Wang Bo-Xuan Equity Services Department

In recent years, with the rapid development of technologies such as blockchain and distributed ledger, the scale of the digital asset market has been growing significantly. By November 2021, the total value of non-state-issued digital assets reached $3 trillion, far exceeding the $14 billion in November 2016. As a result, US President Joe Biden signed the Executive Order on Developing Digital Assets in March 2022, requiring government agencies to study the legality and economic impact of creating America’s Central Bank Digital Currency and to ensure the development of a responsible digital asset financial system.

According to a survey at the SIBOS 2022 conference, one of the greatest challenges faced by digital asset services providers is regulation. However, regulatory measures in different countries are like a double-edged sword; although they may limit the innovative development of digital assets, they also provide clear guidelines for the market to follow.

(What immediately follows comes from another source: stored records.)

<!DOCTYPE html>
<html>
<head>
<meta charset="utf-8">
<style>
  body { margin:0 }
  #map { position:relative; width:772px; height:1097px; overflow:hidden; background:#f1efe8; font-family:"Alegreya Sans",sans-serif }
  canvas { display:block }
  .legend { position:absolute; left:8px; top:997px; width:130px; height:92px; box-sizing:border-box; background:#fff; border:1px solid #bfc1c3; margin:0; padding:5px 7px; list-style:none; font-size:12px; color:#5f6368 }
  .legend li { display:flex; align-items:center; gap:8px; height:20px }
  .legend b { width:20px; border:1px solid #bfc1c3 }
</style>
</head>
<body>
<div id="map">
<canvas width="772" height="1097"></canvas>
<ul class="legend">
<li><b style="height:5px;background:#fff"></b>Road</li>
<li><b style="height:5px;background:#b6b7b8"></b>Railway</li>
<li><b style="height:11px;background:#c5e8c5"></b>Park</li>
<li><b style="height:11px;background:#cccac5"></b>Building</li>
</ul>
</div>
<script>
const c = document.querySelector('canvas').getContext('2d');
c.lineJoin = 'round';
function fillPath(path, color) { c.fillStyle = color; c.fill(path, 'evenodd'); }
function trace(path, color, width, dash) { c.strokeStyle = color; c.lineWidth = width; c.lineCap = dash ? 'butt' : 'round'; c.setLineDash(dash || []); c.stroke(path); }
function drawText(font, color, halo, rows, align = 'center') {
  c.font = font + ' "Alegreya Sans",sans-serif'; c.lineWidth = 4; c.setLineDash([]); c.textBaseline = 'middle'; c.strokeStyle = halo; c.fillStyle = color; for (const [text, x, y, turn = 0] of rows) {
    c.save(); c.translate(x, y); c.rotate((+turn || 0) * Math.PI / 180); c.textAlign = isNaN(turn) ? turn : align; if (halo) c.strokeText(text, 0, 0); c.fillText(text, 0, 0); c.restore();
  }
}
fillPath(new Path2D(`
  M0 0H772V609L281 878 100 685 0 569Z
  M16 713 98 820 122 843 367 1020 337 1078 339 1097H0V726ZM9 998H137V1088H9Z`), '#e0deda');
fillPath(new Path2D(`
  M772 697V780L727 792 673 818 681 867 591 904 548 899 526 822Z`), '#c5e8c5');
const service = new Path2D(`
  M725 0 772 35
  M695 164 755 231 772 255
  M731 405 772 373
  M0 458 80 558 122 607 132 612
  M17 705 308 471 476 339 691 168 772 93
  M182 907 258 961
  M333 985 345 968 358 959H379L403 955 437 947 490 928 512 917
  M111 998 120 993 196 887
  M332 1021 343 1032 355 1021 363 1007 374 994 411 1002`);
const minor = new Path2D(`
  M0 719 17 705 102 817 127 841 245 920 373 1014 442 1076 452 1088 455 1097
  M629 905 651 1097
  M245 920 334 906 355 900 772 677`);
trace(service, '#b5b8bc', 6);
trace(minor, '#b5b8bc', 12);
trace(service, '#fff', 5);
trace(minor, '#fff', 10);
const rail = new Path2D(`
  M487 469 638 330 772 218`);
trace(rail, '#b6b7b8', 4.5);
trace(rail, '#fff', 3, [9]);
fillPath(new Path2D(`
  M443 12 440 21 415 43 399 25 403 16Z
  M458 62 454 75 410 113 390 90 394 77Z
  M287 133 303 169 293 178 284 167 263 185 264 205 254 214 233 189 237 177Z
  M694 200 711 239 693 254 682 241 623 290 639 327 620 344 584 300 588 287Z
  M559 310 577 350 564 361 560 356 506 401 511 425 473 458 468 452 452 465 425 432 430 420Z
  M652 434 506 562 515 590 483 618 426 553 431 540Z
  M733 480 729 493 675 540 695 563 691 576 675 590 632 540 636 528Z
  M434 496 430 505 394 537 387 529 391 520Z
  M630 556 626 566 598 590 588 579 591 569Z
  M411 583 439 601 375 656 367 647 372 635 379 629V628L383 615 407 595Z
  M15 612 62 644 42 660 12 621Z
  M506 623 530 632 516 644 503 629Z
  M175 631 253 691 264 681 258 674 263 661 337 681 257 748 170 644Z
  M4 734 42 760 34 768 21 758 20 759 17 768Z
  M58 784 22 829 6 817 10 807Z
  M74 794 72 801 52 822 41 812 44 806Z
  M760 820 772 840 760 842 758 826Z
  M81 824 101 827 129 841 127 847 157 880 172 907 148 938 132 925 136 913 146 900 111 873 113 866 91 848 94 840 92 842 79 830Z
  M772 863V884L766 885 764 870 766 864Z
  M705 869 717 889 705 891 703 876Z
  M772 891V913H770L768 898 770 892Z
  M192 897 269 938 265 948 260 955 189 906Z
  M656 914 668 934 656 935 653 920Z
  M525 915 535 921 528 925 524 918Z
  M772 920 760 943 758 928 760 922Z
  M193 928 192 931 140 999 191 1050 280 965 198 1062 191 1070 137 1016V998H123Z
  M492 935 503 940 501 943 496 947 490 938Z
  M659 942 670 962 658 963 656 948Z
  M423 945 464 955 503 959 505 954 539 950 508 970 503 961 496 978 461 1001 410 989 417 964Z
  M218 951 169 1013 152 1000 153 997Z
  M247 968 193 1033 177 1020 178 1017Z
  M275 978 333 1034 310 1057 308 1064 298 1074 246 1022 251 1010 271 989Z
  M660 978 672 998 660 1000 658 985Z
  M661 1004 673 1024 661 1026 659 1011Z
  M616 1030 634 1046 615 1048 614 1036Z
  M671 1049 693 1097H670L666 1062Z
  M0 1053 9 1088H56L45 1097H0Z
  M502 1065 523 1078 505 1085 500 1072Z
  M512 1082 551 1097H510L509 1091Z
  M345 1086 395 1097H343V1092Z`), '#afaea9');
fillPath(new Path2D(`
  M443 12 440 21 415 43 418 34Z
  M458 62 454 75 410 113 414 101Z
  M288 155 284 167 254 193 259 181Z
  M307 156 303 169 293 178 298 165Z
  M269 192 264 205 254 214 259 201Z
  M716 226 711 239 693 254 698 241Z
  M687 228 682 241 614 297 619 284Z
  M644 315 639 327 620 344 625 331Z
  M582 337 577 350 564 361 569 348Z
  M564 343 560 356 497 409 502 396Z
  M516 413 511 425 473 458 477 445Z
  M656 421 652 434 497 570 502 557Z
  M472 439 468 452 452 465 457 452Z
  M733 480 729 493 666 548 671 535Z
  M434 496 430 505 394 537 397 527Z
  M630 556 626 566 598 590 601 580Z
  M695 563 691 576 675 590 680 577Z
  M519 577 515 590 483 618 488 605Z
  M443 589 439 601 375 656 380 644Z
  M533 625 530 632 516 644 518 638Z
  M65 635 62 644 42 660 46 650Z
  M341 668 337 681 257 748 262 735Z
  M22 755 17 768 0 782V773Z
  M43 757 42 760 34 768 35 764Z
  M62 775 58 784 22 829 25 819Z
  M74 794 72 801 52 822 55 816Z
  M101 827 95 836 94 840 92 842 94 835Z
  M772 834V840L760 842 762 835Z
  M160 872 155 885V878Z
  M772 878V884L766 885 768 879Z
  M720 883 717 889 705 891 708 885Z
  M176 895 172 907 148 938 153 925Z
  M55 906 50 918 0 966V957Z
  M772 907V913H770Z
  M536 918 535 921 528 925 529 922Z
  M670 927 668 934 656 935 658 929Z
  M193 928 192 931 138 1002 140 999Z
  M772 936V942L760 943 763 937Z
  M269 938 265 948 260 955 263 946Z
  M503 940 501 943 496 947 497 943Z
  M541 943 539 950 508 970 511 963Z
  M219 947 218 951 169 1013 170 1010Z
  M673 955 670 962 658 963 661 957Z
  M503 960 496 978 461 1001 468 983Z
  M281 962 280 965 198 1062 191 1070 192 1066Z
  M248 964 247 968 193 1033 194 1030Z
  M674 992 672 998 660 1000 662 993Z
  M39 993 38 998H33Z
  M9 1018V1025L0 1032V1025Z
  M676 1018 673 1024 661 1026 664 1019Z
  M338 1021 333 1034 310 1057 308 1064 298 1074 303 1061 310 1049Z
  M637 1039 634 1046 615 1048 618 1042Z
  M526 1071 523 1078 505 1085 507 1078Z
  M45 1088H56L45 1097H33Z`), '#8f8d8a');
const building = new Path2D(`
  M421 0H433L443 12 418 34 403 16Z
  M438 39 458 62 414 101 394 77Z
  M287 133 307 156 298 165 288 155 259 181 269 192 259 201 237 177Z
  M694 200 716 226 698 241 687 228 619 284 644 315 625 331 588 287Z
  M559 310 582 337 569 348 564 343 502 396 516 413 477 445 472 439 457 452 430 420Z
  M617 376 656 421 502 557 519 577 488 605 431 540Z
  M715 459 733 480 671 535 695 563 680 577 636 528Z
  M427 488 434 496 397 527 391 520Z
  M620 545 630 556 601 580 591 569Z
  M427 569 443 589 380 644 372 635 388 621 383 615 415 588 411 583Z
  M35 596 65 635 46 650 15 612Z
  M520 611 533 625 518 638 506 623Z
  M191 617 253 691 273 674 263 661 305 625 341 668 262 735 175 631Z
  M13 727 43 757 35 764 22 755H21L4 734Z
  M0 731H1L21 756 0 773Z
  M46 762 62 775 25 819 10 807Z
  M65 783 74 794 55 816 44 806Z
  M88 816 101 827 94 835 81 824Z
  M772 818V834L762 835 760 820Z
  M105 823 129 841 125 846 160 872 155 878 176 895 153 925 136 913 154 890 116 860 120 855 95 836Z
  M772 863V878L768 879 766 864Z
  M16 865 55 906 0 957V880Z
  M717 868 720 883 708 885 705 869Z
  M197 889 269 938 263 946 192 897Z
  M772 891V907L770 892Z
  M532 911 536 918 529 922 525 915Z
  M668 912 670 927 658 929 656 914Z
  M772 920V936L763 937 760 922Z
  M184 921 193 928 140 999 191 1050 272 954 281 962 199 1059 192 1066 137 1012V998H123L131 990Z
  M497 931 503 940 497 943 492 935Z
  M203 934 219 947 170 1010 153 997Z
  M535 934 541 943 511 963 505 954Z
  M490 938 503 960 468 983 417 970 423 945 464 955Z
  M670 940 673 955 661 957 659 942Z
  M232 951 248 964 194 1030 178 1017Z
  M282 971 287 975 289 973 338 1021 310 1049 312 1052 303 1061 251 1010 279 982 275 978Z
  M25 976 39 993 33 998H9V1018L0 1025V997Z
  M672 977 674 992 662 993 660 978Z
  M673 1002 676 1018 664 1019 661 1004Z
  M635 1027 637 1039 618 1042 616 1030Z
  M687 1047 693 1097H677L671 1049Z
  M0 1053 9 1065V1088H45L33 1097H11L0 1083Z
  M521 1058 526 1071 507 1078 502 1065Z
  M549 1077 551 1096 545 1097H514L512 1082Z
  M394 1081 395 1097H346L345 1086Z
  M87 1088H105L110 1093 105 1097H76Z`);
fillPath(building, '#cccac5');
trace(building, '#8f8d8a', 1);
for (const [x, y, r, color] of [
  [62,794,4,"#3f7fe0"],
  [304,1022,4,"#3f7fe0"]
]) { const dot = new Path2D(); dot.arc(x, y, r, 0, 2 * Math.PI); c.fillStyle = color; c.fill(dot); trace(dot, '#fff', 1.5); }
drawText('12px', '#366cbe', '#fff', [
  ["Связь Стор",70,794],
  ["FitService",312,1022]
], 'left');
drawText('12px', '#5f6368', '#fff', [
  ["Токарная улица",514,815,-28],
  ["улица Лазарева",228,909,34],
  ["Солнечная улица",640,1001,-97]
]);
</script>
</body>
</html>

In October 2022, the European Commission passed the Markets in Crypto Asset Act (MiCA), which explicitly states the regulated subjects include crypto assets, crypto asset issuers, and service providers. It is expected to provide legal certainty for crypto assets not covered by existing EU financial services legislation and replace the EU members’ existing national legal frameworks.

On the corporate side, the decentralization trend brought by distributed ledger technology (DLT) has not limited the development of traditional financial intermediaries. In 2020, the US bank J.P. Morgan launched the world’s first bank-led blockchain platform, collaborating with over 25 multinational banks and over 400 institutions in 38 countries and regions. The extensive network creates diverse scenarios and multi-currency cross-border payment systems; it can also integrate with the bank’s own trading, payment, collateral, and financing services.

In the securities industry, the Swiss Stock Exchange (SIX) established the Swiss Digital Exchange (SDX), and the Depository Trust & Clearing Corporation (DTCC) in the United States launched the Digital Securities Management Platform (DSM) through Project Whitney. Both of them provide a full range of services for security token offerings (STOs) from issuance to transfer. They also provide issuers and investors with compliant services for registration, record-keeping, and continuous management. Through smart contract technology, benefits such as automation, paperlessness, and standardization can be created.

Compared with emerging fintech companies, traditional financial intermediaries still have many advantages in the digital asset era, such as stable systems, interoperability of the interfaced assets, legal compliance capabilities, and long-term reliable partnerships. As the global digital asset scale continues expanding, the market demand for standardized, reliable, and regulated digital asset-related services from traditional financial intermediaries is also rising. This trend will keep driving financial intermediaries worldwide to explore more development possibilities.